───── RECORDS TO PROCESS ─────

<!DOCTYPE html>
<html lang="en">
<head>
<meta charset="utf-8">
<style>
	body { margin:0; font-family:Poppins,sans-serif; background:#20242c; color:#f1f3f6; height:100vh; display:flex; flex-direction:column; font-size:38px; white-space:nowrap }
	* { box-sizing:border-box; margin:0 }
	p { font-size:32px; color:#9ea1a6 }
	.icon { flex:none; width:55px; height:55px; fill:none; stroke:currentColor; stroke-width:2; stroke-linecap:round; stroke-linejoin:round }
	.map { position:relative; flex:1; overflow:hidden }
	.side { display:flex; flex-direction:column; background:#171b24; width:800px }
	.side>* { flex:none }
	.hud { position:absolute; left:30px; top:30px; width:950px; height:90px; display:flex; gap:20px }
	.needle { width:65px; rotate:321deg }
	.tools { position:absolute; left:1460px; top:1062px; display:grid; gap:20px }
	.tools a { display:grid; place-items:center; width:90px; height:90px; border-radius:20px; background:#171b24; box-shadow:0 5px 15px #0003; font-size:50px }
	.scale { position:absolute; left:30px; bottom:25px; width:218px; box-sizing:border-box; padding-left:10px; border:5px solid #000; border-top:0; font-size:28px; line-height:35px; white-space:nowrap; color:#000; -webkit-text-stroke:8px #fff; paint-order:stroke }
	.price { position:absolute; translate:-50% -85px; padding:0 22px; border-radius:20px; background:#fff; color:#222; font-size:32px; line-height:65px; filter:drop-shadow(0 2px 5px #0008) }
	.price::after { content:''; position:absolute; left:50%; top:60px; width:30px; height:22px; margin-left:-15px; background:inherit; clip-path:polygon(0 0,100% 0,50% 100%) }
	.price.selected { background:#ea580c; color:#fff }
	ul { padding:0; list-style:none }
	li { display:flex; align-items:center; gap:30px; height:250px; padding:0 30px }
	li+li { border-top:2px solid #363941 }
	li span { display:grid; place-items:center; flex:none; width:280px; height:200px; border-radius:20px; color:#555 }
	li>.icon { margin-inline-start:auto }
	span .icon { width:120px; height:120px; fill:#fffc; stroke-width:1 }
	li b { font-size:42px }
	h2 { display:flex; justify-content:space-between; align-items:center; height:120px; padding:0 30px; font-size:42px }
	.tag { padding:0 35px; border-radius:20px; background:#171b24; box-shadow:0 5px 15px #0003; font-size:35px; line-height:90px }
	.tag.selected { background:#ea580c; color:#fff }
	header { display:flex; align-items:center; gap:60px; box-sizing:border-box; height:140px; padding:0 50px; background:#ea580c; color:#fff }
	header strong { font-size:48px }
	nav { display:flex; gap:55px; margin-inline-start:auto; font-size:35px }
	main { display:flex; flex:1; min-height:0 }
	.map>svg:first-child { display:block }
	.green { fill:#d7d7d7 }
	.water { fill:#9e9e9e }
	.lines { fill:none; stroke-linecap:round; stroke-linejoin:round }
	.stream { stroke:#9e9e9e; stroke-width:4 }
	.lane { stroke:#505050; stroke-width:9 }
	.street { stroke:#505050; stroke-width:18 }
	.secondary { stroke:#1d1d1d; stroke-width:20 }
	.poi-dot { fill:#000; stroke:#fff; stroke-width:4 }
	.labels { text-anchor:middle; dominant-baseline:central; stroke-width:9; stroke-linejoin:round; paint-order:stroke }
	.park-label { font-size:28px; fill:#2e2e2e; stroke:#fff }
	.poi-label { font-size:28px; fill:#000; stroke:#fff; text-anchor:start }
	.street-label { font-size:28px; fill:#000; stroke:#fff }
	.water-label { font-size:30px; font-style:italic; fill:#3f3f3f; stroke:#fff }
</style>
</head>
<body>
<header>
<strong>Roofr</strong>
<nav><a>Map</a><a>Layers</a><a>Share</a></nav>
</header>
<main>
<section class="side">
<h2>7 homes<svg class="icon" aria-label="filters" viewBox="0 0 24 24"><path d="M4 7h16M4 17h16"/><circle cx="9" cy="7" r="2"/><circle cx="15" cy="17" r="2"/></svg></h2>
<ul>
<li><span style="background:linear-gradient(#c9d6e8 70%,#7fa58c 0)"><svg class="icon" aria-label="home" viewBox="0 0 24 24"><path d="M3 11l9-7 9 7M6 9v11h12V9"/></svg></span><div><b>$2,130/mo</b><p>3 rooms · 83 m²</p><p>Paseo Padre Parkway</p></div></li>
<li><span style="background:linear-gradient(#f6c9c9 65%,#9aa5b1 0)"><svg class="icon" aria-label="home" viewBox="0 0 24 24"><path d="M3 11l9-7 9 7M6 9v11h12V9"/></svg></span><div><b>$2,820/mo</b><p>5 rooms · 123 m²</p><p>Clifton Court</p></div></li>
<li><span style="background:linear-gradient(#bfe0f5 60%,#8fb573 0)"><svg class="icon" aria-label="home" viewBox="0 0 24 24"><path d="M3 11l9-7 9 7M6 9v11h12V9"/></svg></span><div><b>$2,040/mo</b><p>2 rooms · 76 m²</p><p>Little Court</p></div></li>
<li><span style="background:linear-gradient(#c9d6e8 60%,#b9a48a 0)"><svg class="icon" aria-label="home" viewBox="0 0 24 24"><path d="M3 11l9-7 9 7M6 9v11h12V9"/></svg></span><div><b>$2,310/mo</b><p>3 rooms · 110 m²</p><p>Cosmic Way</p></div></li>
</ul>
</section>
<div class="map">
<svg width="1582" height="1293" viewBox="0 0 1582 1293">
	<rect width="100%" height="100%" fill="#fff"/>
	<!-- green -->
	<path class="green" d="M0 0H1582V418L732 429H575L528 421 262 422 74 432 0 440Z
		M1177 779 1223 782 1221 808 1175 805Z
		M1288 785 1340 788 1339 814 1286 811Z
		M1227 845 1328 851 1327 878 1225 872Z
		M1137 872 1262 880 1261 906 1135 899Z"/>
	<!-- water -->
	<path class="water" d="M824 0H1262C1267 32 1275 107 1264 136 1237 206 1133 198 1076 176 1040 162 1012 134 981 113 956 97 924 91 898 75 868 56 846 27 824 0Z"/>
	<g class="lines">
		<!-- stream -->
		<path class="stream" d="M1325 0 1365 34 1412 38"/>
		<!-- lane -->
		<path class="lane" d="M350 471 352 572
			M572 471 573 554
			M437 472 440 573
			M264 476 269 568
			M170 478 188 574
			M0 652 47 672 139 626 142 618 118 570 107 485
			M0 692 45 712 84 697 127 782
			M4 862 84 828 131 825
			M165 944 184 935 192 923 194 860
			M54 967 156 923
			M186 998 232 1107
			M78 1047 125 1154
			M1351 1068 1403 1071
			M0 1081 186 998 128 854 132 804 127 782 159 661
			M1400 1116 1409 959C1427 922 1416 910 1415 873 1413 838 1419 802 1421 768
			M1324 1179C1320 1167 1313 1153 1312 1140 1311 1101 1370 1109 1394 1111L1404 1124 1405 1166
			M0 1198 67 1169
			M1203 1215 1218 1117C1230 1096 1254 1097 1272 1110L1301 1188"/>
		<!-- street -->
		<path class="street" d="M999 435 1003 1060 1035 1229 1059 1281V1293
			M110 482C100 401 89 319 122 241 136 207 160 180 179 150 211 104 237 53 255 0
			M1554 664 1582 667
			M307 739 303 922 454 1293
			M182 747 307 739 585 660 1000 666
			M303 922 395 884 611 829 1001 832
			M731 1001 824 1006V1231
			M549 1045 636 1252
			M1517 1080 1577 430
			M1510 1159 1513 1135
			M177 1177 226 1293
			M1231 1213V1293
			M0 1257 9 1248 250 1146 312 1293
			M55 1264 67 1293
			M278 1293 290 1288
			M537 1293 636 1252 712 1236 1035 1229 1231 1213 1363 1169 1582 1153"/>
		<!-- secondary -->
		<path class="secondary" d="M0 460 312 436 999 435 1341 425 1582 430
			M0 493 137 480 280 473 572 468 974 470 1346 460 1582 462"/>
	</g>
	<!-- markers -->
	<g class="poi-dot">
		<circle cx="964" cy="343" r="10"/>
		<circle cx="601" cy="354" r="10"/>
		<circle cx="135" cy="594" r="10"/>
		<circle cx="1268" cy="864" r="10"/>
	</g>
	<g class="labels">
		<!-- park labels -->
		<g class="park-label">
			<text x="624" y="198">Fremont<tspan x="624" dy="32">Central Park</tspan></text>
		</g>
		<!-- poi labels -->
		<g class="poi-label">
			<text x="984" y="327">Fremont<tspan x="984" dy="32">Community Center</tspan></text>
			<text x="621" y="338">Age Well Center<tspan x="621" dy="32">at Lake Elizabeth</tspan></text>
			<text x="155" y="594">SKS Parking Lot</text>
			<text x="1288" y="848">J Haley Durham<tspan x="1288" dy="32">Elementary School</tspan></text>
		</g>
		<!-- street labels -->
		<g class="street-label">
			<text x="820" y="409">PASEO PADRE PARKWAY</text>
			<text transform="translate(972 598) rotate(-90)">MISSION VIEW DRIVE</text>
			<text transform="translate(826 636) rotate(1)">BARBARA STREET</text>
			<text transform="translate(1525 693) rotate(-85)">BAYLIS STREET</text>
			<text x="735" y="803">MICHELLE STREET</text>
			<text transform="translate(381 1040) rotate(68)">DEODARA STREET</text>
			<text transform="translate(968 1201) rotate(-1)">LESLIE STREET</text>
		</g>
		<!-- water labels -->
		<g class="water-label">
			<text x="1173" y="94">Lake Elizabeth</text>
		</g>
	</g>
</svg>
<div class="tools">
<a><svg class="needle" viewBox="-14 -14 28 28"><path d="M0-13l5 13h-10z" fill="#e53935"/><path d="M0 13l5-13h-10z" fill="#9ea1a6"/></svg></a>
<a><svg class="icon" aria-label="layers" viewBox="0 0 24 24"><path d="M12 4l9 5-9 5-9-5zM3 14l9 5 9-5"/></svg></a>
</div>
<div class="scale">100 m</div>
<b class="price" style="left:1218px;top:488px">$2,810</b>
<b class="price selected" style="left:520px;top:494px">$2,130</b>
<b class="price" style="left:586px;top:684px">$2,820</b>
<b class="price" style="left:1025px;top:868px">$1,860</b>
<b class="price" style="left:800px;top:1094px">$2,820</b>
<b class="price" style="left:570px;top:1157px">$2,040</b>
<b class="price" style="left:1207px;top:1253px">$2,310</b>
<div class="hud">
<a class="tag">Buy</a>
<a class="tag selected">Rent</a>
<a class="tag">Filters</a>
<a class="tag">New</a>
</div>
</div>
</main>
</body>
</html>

─────

■ **ACTIVITY**
The line containing "position:absolute; translate:-50% -85px;" marks the end. Please print exactly every line from the top of the data to it, both included, and nothing more.

■ **REPLY TO THE EXERCISE**
<!DOCTYPE html>
<html lang="en">
<head>
<meta charset="utf-8">
<style>
	body { margin:0; font-family:Poppins,sans-serif; background:#20242c; color:#f1f3f6; height:100vh; display:flex; flex-direction:column; font-size:38px; white-space:nowrap }
	* { box-sizing:border-box; margin:0 }
	p { font-size:32px; color:#9ea1a6 }
	.icon { flex:none; width:55px; height:55px; fill:none; stroke:currentColor; stroke-width:2; stroke-linecap:round; stroke-linejoin:round }
	.map { position:relative; flex:1; overflow:hidden }
	.side { display:flex; flex-direction:column; background:#171b24; width:800px }
	.side>* { flex:none }
	.hud { position:absolute; left:30px; top:30px; width:950px; height:90px; display:flex; gap:20px }
	.needle { width:65px; rotate:321deg }
	.tools { position:absolute; left:1460px; top:1062px; display:grid; gap:20px }
	.tools a { display:grid; place-items:center; width:90px; height:90px; border-radius:20px; background:#171b24; box-shadow:0 5px 15px #0003; font-size:50px }
	.scale { position:absolute; left:30px; bottom:25px; width:218px; box-sizing:border-box; padding-left:10px; border:5px solid #000; border-top:0; font-size:28px; line-height:35px; white-space:nowrap; color:#000; -webkit-text-stroke:8px #fff; paint-order:stroke }
	.price { position:absolute; translate:-50% -85px; padding:0 22px; border-radius:20px; background:#fff; color:#222; font-size:32px; line-height:65px; filter:drop-shadow(0 2px 5px #0008) }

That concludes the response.